* [EXERCISE AIM]: Before you finish, make sure each line of the records has been retyped exactly.

Start of DATA SUPPLIED

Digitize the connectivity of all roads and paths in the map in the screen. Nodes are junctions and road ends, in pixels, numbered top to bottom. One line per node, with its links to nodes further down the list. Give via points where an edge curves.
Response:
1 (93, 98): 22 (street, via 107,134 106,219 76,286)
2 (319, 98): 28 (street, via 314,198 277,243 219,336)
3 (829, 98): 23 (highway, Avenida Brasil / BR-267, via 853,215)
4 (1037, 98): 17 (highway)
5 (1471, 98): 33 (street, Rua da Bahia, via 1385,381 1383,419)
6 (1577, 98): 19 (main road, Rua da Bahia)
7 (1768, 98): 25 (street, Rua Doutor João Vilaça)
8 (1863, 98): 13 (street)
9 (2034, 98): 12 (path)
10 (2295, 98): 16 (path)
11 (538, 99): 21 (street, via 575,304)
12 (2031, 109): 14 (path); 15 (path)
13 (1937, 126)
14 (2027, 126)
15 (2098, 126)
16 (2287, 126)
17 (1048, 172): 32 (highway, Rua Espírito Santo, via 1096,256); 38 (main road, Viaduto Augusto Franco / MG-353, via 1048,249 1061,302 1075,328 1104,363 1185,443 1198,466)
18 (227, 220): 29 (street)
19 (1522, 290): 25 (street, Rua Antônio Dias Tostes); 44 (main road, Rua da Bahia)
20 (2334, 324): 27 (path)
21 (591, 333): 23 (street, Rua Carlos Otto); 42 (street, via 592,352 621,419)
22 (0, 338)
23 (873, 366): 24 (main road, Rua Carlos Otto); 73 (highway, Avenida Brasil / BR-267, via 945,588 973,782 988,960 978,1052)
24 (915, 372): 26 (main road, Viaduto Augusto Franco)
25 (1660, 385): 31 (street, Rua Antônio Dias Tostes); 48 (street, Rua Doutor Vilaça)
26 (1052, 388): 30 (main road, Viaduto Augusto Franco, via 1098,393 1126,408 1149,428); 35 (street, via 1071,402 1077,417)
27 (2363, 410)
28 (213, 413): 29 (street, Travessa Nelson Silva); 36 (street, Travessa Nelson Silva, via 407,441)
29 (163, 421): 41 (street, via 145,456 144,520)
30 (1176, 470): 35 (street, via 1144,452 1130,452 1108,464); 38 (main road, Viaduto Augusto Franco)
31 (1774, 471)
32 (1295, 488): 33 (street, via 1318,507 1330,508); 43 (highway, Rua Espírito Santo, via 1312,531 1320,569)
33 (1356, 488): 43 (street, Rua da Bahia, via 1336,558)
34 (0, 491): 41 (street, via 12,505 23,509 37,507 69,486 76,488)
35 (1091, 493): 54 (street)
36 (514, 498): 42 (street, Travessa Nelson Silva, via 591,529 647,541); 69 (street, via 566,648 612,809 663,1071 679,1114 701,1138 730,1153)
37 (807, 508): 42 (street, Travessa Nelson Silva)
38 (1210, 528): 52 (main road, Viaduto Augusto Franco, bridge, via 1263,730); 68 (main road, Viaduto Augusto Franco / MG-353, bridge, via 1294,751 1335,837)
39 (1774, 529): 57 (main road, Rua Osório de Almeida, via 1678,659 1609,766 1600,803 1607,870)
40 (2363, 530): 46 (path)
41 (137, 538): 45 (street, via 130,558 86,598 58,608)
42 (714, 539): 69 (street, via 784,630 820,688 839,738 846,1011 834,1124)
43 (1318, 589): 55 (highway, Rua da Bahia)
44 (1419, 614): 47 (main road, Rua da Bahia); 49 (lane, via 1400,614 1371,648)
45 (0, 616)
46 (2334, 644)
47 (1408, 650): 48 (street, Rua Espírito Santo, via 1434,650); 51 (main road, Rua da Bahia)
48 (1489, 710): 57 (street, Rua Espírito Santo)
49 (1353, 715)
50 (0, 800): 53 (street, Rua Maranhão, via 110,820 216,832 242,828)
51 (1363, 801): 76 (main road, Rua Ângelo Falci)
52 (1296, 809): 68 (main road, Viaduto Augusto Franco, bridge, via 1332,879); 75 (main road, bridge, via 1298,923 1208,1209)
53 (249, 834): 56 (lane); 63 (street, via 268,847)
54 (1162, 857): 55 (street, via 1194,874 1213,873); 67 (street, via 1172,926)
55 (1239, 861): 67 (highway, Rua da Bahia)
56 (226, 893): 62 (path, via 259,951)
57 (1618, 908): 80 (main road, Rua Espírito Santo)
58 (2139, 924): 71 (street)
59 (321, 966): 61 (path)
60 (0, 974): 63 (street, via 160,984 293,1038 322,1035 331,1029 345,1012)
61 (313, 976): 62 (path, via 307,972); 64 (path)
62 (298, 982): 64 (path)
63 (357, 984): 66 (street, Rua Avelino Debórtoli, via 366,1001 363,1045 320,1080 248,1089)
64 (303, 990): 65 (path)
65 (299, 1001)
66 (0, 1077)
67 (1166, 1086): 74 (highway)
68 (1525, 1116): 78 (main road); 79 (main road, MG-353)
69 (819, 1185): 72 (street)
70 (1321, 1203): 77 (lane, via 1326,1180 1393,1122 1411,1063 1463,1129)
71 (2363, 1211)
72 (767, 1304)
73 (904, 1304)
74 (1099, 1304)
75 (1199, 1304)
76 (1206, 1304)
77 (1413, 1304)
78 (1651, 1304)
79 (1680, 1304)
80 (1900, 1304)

End of DATA SUPPLIED

* [REPLY TO THE TASK]:
Digitize the connectivity of all roads and paths in the map in the screen. Nodes are junctions and road ends, in pixels, numbered top to bottom. One line per node, with its links to nodes further down the list. Give via points where an edge curves.
Response:
1 (93, 98): 22 (street, via 107,134 106,219 76,286)
2 (319, 98): 28 (street, via 314,198 277,243 219,336)
3 (829, 98): 23 (highway, Avenida Brasil / BR-267, via 853,215)
4 (1037, 98): 17 (highway)
5 (1471, 98): 33 (street, Rua da Bahia, via 1385,381 1383,419)
6 (1577, 98): 19 (main road, Rua da Bahia)
7 (1768, 98): 25 (street, Rua Doutor João Vilaça)
8 (1863, 98): 13 (street)
9 (2034, 98): 12 (path)
10 (2295, 98): 16 (path)
11 (538, 99): 21 (street, via 575,304)
12 (2031, 109): 14 (path); 15 (path)
13 (1937, 126)
14 (2027, 126)
15 (2098, 126)
16 (2287, 126)
17 (1048, 172): 32 (highway, Rua Espírito Santo, via 1096,256); 38 (main road, Viaduto Augusto Franco / MG-353, via 1048,249 1061,302 1075,328 1104,363 1185,443 1198,466)
18 (227, 220): 29 (street)
19 (1522, 290): 25 (street, Rua Antônio Dias Tostes); 44 (main road, Rua da Bahia)
20 (2334, 324): 27 (path)
21 (591, 333): 23 (street, Rua Carlos Otto); 42 (street, via 592,352 621,419)
22 (0, 338)
23 (873, 366): 24 (main road, Rua Carlos Otto); 73 (highway, Avenida Brasil / BR-267, via 945,588 973,782 988,960 978,1052)
24 (915, 372): 26 (main road, Viaduto Augusto Franco)
25 (1660, 385): 31 (street, Rua Antônio Dias Tostes); 48 (street, Rua Doutor Vilaça)
26 (1052, 388): 30 (main road, Viaduto Augusto Franco, via 1098,393 1126,408 1149,428); 35 (street, via 1071,402 1077,417)
27 (2363, 410)
28 (213, 413): 29 (street, Travessa Nelson Silva); 36 (street, Travessa Nelson Silva, via 407,441)
29 (163, 421): 41 (street, via 145,456 144,520)
30 (1176, 470): 35 (street, via 1144,452 1130,452 1108,464); 38 (main road, Viaduto Augusto Franco)
31 (1774, 471)
32 (1295, 488): 33 (street, via 1318,507 1330,508); 43 (highway, Rua Espírito Santo, via 1312,531 1320,569)
33 (1356, 488): 43 (street, Rua da Bahia, via 1336,558)
34 (0, 491): 41 (street, via 12,505 23,509 37,507 69,486 76,488)
35 (1091, 493): 54 (street)
36 (514, 498): 42 (street, Travessa Nelson Silva, via 591,529 647,541); 69 (street, via 566,648 612,809 663,1071 679,1114 701,1138 730,1153)
37 (807, 508): 42 (street, Travessa Nelson Silva)
38 (1210, 528): 52 (main road, Viaduto Augusto Franco, bridge, via 1263,730); 68 (main road, Viaduto Augusto Franco / MG-353, bridge, via 1294,751 1335,837)
39 (1774, 529): 57 (main road, Rua Osório de Almeida, via 1678,659 1609,766 1600,803 1607,870)
40 (2363, 530): 46 (path)
41 (137, 538): 45 (street, via 130,558 86,598 58,608)
42 (714, 539): 69 (street, via 784,630 820,688 839,738 846,1011 834,1124)
43 (1318, 589): 55 (highway, Rua da Bahia)
44 (1419, 614): 47 (main road, Rua da Bahia); 49 (lane, via 1400,614 1371,648)
45 (0, 616)
46 (2334, 644)
47 (1408, 650): 48 (street, Rua Espírito Santo, via 1434,650); 51 (main road, Rua da Bahia)
48 (1489, 710): 57 (street, Rua Espírito Santo)
49 (1353, 715)
50 (0, 800): 53 (street, Rua Maranhão, via 110,820 216,832 242,828)
51 (1363, 801): 76 (main road, Rua Ângelo Falci)
52 (1296, 809): 68 (main road, Viaduto Augusto Franco, bridge, via 1332,879); 75 (main road, bridge, via 1298,923 1208,1209)
53 (249, 834): 56 (lane); 63 (street, via 268,847)
54 (1162, 857): 55 (street, via 1194,874 1213,873); 67 (street, via 1172,926)
55 (1239, 861): 67 (highway, Rua da Bahia)
56 (226, 893): 62 (path, via 259,951)
57 (1618, 908): 80 (main road, Rua Espírito Santo)
58 (2139, 924): 71 (street)
59 (321, 966): 61 (path)
60 (0, 974): 63 (street, via 160,984 293,1038 322,1035 331,1029 345,1012)
61 (313, 976): 62 (path, via 307,972); 64 (path)
62 (298, 982): 64 (path)
63 (357, 984): 66 (street, Rua Avelino Debórtoli, via 366,1001 363,1045 320,1080 248,1089)
64 (303, 990): 65 (path)
65 (299, 1001)
66 (0, 1077)
67 (1166, 1086): 74 (highway)
68 (1525, 1116): 78 (main road); 79 (main road, MG-353)
69 (819, 1185): 72 (street)
70 (1321, 1203): 77 (lane, via 1326,1180 1393,1122 1411,1063 1463,1129)
71 (2363, 1211)
72 (767, 1304)
73 (904, 1304)
74 (1099, 1304)
75 (1199, 1304)
76 (1206, 1304)
77 (1413, 1304)
78 (1651, 1304)
79 (1680, 1304)
80 (1900, 1304)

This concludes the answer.